The report recommends that the law be extended, thereby giving more job security to older workers and job seekers in the private sector similar protection - i.e. the remaining 86 percent of the workforce. 

Prepare for a brave new future

Across the world, another threat to economic security and stability is the growing trend of automation and digitalisation. 

With industries as diverse as truck driving and journalism set to be significantly impacted, a future-proofed Switzerland will invest heavily in preparing for the transition. 

If the recommendation is adopted, vulnerable industries will be identified before the impacts of digitalisation and automation are felt. People who work in those industries would receive training to prepare them for the transition. 

Increasing high-skilled immigration from outside the EU

In addition to an ageing population, another major concern for Switzerland in the future is a lack of high-skilled workers - particularly in the tech industries. 

While immigration from EU workers is already encouraged, a higher influx of non-EU workers has been identified as the best solution.

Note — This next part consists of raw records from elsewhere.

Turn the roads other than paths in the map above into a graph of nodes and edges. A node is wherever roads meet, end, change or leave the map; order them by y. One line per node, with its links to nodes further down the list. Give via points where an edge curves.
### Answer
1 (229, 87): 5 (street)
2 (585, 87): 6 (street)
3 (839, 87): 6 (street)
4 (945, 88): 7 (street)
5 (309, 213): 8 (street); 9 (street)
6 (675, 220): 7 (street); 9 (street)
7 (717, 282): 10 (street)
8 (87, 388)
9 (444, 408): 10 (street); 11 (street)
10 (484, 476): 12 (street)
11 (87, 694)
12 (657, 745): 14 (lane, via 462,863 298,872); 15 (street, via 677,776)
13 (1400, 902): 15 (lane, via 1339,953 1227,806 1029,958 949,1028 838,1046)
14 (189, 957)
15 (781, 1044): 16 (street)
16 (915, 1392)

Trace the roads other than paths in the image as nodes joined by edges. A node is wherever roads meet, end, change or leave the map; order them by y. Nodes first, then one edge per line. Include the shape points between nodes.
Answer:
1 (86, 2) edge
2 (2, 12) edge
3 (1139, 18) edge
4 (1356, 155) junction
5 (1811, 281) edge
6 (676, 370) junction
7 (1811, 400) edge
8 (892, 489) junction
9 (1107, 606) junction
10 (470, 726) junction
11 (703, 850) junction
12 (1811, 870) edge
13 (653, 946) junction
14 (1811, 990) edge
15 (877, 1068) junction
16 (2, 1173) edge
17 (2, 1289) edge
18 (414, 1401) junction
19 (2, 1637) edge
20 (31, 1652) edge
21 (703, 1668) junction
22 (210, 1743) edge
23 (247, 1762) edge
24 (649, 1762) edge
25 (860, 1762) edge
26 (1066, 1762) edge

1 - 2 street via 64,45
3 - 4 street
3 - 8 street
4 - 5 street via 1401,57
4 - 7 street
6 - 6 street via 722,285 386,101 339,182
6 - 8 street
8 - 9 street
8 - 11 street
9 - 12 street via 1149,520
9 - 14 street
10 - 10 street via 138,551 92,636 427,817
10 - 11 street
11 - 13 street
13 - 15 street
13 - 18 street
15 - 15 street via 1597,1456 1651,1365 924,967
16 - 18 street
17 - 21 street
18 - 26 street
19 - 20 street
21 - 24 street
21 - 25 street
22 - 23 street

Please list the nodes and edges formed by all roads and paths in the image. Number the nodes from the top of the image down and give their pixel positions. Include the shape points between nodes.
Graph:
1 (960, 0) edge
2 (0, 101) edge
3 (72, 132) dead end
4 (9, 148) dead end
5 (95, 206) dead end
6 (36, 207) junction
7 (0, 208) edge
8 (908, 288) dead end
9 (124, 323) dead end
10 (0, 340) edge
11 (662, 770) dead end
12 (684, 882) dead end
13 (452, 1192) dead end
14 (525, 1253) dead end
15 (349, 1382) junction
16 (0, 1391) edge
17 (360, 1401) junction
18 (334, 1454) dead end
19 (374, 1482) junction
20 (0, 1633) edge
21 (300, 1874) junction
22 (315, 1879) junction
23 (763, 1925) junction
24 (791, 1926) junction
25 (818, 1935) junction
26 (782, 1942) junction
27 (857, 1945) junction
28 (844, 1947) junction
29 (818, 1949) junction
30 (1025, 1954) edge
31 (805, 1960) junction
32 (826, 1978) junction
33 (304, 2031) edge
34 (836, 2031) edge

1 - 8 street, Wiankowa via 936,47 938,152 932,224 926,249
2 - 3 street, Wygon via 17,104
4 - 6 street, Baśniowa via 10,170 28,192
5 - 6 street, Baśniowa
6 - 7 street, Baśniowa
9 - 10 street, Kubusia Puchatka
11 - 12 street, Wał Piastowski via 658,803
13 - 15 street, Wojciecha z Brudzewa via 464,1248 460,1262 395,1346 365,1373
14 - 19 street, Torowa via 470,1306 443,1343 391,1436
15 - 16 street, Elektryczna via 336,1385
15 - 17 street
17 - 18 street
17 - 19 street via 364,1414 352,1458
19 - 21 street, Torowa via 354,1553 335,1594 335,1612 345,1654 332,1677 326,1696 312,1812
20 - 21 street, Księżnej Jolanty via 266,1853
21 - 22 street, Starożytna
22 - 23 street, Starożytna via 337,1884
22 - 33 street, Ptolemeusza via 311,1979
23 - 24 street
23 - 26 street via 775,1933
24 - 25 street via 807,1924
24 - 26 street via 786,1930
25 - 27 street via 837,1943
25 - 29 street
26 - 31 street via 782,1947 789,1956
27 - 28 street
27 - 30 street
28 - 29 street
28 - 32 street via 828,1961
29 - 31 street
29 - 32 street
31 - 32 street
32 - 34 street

Currently it is difficult for businesses to hire from outside the EU, although the recommendations call for this to be changed.

Although immigration has become a politically fraught issue in Switzerland recently, the findings suggest that if barriers aren’t removed, businesses may go elsewhere in pursuit of skilled labour. 

Up-skill job seekers

While Switzerland has one of the lowest unemployment rates in the world - roughly 2.4 percent on latest figures - another way to counter the skills shortage is to up-skill those who are looking for work. 

The report recommends introducing new training programs which focus on the tech industry and are accessible for job seekers.

The report also identifies a need to tailor these training programs to older job-seekers, thereby giving them the technical skills to re-enter the workforce. 


Then there’s the dreaded T-word. While Switzerland pays one of the lower rates of taxation among wealthy European nations - particularly compared with those to the north - the report suggests that personal income taxes are too high and should be reduced, particularly for people on lower incomes. 

The report called for decreases in personal income taxation. Image: FABRICE COFFRINI / AFP

But it’s not all good news. Under the proposal, the shortfall in government revenue will be made by increasing VAT rates, as well as recurrent taxes on immovable property. 

Taxes should also be imposed for environmental outcomes, i.e. the fuel, heating and flight taxes which have already been flagged by the Swiss government. 

READ: Flight taxes and corporate social responsibility - everything that's set to change after the 2019 Swiss election

One such tax should be on new cars, to encourage the purchase of low emission vehicles.